» **Supplied information**:
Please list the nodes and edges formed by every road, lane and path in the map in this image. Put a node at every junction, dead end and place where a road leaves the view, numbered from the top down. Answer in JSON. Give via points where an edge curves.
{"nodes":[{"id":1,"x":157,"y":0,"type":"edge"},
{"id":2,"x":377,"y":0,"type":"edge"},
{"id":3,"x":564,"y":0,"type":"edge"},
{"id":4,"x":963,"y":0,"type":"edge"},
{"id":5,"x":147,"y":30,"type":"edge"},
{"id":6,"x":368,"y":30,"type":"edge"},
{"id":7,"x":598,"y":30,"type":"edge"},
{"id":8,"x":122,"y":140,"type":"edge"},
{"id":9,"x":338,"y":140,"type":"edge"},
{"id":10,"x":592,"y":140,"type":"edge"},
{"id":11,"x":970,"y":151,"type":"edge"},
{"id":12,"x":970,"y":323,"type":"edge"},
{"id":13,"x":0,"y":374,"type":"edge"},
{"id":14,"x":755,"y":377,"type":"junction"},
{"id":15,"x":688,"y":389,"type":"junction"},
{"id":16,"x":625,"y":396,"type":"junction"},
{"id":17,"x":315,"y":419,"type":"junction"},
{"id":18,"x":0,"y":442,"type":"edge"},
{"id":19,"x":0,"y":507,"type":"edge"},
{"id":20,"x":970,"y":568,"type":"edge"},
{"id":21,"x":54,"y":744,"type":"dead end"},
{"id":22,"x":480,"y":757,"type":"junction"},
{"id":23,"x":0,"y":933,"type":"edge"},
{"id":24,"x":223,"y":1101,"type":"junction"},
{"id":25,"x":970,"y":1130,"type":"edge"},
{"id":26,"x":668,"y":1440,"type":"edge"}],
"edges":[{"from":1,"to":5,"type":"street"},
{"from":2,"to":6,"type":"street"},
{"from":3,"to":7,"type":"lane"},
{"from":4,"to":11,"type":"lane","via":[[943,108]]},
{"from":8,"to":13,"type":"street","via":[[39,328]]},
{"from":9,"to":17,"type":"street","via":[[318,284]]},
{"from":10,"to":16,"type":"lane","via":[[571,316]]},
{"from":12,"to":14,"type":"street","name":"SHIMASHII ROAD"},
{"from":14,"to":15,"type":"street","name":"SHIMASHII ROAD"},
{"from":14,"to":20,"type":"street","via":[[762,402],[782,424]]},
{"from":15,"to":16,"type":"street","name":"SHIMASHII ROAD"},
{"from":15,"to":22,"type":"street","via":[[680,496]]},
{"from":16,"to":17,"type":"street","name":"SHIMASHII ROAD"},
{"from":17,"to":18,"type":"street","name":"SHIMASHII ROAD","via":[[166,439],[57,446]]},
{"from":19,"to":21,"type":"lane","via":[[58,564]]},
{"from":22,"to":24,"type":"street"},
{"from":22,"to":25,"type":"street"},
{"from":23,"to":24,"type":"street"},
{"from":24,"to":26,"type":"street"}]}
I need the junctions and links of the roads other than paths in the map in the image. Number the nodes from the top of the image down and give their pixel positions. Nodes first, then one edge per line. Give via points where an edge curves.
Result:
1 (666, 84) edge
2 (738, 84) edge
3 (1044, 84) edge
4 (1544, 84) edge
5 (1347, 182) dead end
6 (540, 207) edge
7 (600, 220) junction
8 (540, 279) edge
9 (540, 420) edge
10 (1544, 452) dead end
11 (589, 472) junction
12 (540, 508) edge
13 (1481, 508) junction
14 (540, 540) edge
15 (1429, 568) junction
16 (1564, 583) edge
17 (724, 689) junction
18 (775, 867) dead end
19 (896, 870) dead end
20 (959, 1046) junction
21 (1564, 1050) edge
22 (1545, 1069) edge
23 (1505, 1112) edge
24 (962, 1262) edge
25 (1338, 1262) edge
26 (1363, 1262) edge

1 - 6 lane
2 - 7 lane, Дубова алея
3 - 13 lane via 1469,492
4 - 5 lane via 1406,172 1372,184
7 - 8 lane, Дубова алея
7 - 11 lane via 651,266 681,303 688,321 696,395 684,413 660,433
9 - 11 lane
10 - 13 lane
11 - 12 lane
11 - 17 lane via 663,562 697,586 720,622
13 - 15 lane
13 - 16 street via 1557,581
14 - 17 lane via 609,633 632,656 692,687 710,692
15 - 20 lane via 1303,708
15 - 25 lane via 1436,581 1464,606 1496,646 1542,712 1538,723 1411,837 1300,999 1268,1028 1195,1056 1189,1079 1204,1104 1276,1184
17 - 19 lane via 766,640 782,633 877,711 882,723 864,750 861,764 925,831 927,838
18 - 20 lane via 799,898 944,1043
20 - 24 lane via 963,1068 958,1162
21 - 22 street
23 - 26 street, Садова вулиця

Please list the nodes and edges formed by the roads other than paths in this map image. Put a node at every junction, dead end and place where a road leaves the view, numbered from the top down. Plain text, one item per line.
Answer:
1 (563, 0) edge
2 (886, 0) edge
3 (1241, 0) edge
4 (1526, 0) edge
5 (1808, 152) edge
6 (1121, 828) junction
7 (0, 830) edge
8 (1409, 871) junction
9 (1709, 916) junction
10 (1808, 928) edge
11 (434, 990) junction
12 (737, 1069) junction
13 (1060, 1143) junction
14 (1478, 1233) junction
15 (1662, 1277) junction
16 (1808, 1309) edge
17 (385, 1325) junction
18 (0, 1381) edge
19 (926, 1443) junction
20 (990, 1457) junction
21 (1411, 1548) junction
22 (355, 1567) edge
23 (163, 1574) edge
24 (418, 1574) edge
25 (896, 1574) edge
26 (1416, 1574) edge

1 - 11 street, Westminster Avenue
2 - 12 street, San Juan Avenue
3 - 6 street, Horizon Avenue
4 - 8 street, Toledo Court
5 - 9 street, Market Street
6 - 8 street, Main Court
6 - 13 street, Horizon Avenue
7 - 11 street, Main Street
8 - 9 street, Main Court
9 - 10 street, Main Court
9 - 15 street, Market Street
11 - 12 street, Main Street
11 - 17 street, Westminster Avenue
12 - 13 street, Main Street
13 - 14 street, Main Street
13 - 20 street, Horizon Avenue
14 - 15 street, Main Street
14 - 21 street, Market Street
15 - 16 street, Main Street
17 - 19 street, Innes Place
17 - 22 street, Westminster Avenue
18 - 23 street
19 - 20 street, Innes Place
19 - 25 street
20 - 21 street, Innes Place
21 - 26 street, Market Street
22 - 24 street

» **Exercise instructions**: Tally the lines of the listing in which the string "Give" appears, and state the tally alone.

» **Solution**: 2